=== Data for the task ===
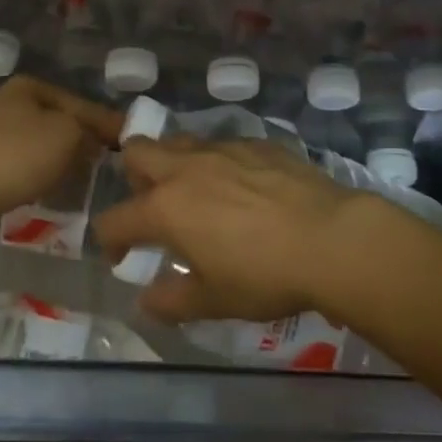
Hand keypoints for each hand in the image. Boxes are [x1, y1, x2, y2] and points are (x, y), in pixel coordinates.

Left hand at [0, 75, 122, 244]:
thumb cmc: (16, 157)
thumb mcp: (67, 134)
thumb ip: (90, 131)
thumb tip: (97, 140)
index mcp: (30, 87)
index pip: (82, 104)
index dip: (108, 124)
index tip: (131, 143)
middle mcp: (11, 103)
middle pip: (62, 122)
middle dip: (85, 141)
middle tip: (112, 163)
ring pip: (44, 144)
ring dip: (64, 159)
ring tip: (88, 178)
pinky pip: (26, 165)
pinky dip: (43, 174)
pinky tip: (55, 188)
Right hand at [93, 136, 363, 324]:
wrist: (330, 237)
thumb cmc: (265, 275)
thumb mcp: (215, 300)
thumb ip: (172, 300)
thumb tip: (145, 300)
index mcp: (166, 208)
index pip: (115, 219)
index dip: (111, 240)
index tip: (124, 256)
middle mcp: (185, 168)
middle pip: (137, 152)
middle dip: (134, 177)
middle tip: (156, 208)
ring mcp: (221, 148)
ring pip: (179, 141)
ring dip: (175, 163)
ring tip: (198, 194)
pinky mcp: (255, 142)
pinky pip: (222, 144)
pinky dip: (218, 162)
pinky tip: (243, 187)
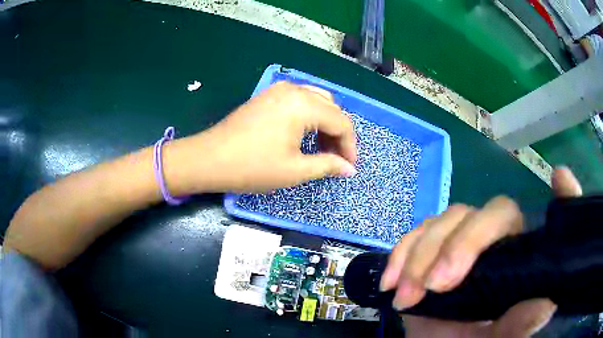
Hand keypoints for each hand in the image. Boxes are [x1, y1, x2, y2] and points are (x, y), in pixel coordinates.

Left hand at [172, 81, 356, 192]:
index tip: (349, 167)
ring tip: (322, 148)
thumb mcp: (294, 170)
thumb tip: (349, 168)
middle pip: (331, 108)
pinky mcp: (267, 95)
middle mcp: (294, 90)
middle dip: (338, 134)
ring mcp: (278, 90)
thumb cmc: (252, 167)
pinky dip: (310, 116)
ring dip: (325, 123)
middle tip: (336, 159)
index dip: (350, 146)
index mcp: (304, 105)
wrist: (209, 159)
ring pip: (317, 101)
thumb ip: (327, 165)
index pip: (341, 122)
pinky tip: (305, 134)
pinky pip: (299, 100)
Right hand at [379, 167, 581, 336]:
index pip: (547, 222)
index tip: (560, 177)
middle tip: (437, 284)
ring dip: (422, 255)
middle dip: (461, 244)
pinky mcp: (430, 248)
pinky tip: (391, 283)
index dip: (560, 194)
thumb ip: (519, 326)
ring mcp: (462, 241)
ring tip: (408, 296)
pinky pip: (415, 234)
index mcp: (519, 257)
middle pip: (490, 213)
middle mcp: (497, 241)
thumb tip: (546, 304)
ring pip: (448, 219)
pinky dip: (400, 255)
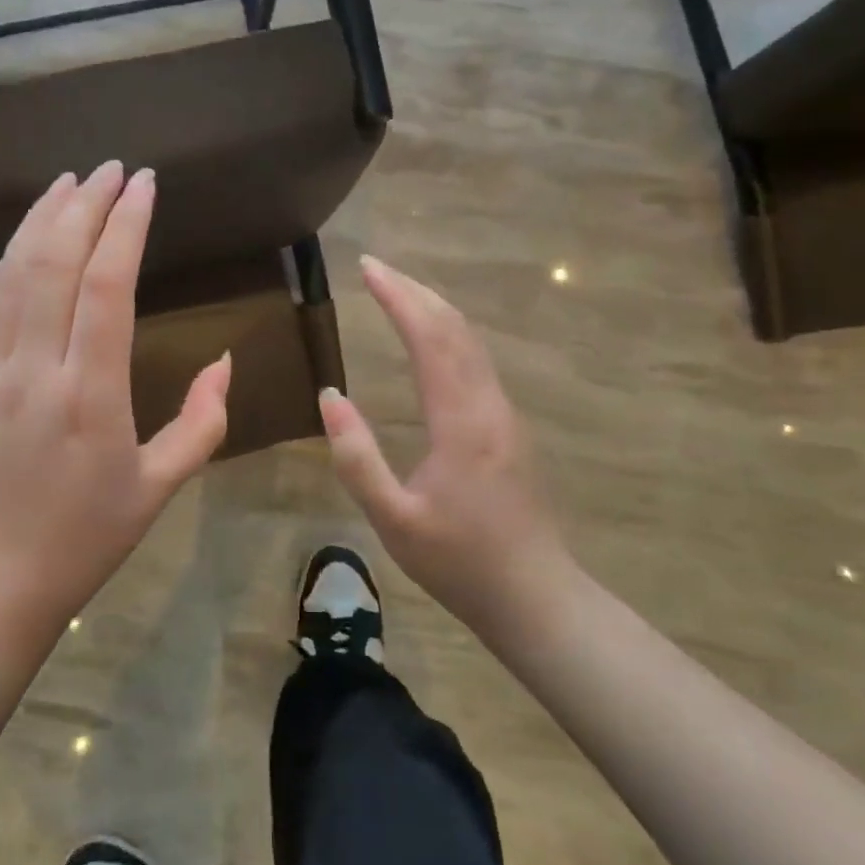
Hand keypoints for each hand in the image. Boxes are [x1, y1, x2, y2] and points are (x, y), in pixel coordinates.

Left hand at [0, 161, 231, 648]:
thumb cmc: (82, 541)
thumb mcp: (158, 489)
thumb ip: (202, 423)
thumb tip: (226, 363)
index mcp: (90, 393)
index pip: (106, 283)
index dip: (126, 224)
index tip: (144, 184)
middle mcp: (34, 368)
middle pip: (55, 261)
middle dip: (85, 204)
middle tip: (111, 169)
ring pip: (12, 272)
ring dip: (40, 219)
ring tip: (67, 182)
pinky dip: (4, 261)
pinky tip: (21, 242)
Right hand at [318, 256, 570, 647]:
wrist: (535, 596)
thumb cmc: (458, 562)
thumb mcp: (393, 520)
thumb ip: (357, 458)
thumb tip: (330, 397)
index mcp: (461, 422)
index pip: (430, 338)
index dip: (398, 297)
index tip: (367, 268)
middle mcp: (488, 405)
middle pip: (455, 328)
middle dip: (415, 290)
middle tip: (375, 267)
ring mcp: (504, 413)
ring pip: (471, 341)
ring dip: (434, 308)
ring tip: (397, 290)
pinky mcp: (508, 426)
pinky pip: (476, 360)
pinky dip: (448, 332)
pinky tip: (431, 337)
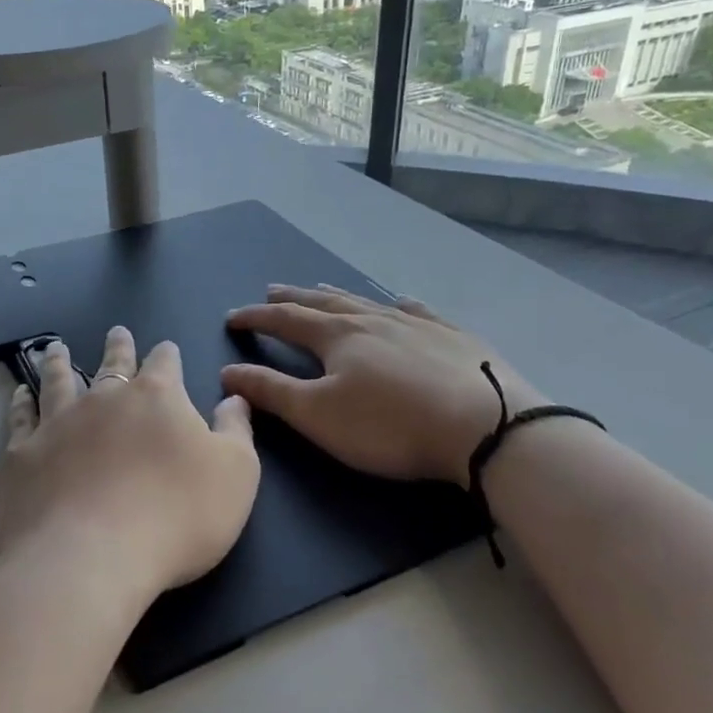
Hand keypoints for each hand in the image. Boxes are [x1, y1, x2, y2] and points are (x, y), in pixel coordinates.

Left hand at [0, 327, 260, 610]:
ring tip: (55, 348)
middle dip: (117, 346)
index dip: (167, 354)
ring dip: (59, 361)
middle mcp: (105, 398)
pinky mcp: (22, 454)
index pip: (164, 363)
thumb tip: (234, 398)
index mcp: (157, 398)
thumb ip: (236, 431)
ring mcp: (58, 423)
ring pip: (58, 379)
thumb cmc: (176, 517)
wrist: (89, 560)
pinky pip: (21, 417)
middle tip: (115, 332)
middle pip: (112, 363)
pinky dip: (21, 401)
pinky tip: (20, 393)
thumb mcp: (236, 475)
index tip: (166, 348)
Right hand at [220, 285, 546, 489]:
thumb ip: (271, 392)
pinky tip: (400, 301)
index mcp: (337, 337)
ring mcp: (416, 324)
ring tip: (322, 287)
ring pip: (366, 301)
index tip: (233, 316)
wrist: (484, 425)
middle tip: (272, 289)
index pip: (286, 320)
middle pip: (323, 302)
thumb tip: (228, 371)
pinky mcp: (454, 336)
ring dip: (338, 294)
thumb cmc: (390, 425)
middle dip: (293, 297)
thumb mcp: (318, 415)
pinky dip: (400, 304)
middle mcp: (372, 319)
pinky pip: (418, 311)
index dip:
===
A word-for-word copy of all the data is required, minus the pictures.

### Answer for this exercise:
Hand keypoints for each hand in the image. Boxes are [x1, y1, x2, y2] and points are (x, y), in pixel coordinates.

Left hand at [0, 75, 122, 244]:
thumb cmc: (16, 157)
thumb mcp: (67, 134)
thumb ip: (90, 131)
thumb tip: (97, 140)
index mcp: (30, 87)
index pip: (82, 104)
index dip: (108, 124)
index tip: (131, 143)
middle mcp: (11, 103)
middle pip: (62, 122)
middle dip: (85, 141)
middle tip: (112, 163)
ring pip: (44, 144)
ring dip: (64, 159)
ring tip: (88, 178)
pinky pip: (26, 165)
pinky dip: (43, 174)
pinky tip: (55, 188)
Right hand at [93, 136, 363, 324]:
wrist: (330, 237)
thumb cmc: (265, 275)
thumb mcp: (215, 300)
thumb ip: (172, 300)
thumb tip: (145, 300)
index mcp: (166, 208)
index pip: (115, 219)
index dip: (111, 240)
index tip: (124, 256)
middle mcp: (185, 168)
middle pip: (137, 152)
middle dip: (134, 177)
middle tip: (156, 208)
ring mcp: (221, 148)
ring pip: (179, 141)
ring dip: (175, 163)
ring tip: (198, 194)
pinky mcp: (255, 142)
pinky pip: (222, 144)
pinky dip: (218, 162)
pinky tip: (243, 187)
Hand keypoints for each hand in the image. Boxes are [x1, y1, x2, y2] and points are (x, y), in pixel coordinates.

Left hand at [172, 81, 356, 192]:
index tip: (349, 167)
ring tip: (322, 148)
thumb mcp: (294, 170)
thumb tip: (349, 168)
middle pip: (331, 108)
pinky mcp: (267, 95)
middle mcp: (294, 90)
middle dip: (338, 134)
ring mcp: (278, 90)
thumb cmc: (252, 167)
pinky dip: (310, 116)
ring dip: (325, 123)
middle tip: (336, 159)
index dip: (350, 146)
index mcp: (304, 105)
wrist: (209, 159)
ring pip: (317, 101)
thumb ip: (327, 165)
index pip: (341, 122)
pinky tip: (305, 134)
pinky pip: (299, 100)
Right hand at [379, 167, 581, 336]:
index pip: (547, 222)
index tip: (560, 177)
middle tip: (437, 284)
ring dip: (422, 255)
middle dip: (461, 244)
pinky mcp: (430, 248)
pinky tip: (391, 283)
index dip: (560, 194)
thumb ip: (519, 326)
ring mcp: (462, 241)
ring tip: (408, 296)
pinky pip: (415, 234)
index mcp: (519, 257)
middle pip: (490, 213)
middle mcp: (497, 241)
thumb tip: (546, 304)
ring pip: (448, 219)
pinky dip: (400, 255)
Hand keypoints for each hand in the image. Boxes are [x1, y1, x2, y2] and points are (x, y), in pixel coordinates.

Left hand at [0, 161, 231, 648]:
thumb cmc: (82, 541)
thumb mcp: (158, 489)
thumb ip: (202, 423)
thumb tip: (226, 363)
index mcp: (90, 393)
index pip: (106, 283)
index dip: (126, 224)
index tip: (144, 184)
middle mcp: (34, 368)
middle pip: (55, 261)
middle dip: (85, 204)
middle tip: (111, 169)
ring pip: (12, 272)
ring dip: (40, 219)
ring tip: (67, 182)
pinky dip: (4, 261)
pinky tip: (21, 242)
Right hand at [318, 256, 570, 647]:
wrist: (535, 596)
thumb cmc: (458, 562)
thumb mcp: (393, 520)
thumb ip: (357, 458)
thumb tip: (330, 397)
index mcp: (461, 422)
index pip: (430, 338)
index dip: (398, 297)
index tip: (367, 268)
middle mcp: (488, 405)
middle pip: (455, 328)
middle dip: (415, 290)
middle tip: (375, 267)
ring mcp: (504, 413)
ring pip: (471, 341)
ring dip: (434, 308)
ring tip: (397, 290)
pinky mcp: (508, 426)
pinky pip: (476, 360)
pinky dip: (448, 332)
pinky tip: (431, 337)
Hand keypoints for each hand in the image. Boxes are [x1, y1, x2, y2] and points are (x, y), in pixel coordinates.

Left hand at [0, 327, 260, 610]:
ring tip: (55, 348)
middle dip: (117, 346)
index dip: (167, 354)
ring dip: (59, 361)
middle mcp: (105, 398)
pinky mcp: (22, 454)
index pip: (164, 363)
thumb tip: (234, 398)
index mcp: (157, 398)
thumb ip: (236, 431)
ring mcp: (58, 423)
ring pip: (58, 379)
thumb cmc: (176, 517)
wrist: (89, 560)
pinky pip: (21, 417)
middle tip: (115, 332)
middle pip: (112, 363)
pinky dip: (21, 401)
pinky tip: (20, 393)
thumb mcp: (236, 475)
index tip: (166, 348)
Right hand at [220, 285, 546, 489]:
thumb ip: (271, 392)
pinky tip: (400, 301)
index mcp: (337, 337)
ring mcp: (416, 324)
ring tip: (322, 287)
ring pip: (366, 301)
index tip: (233, 316)
wrist: (484, 425)
middle tip: (272, 289)
index pip: (286, 320)
middle pip: (323, 302)
thumb tip: (228, 371)
pinky mcp: (454, 336)
ring dip: (338, 294)
thumb cmc: (390, 425)
middle dip: (293, 297)
thumb mcp: (318, 415)
pinky dip: (400, 304)
middle mcp: (372, 319)
pinky pip: (418, 311)
index dip:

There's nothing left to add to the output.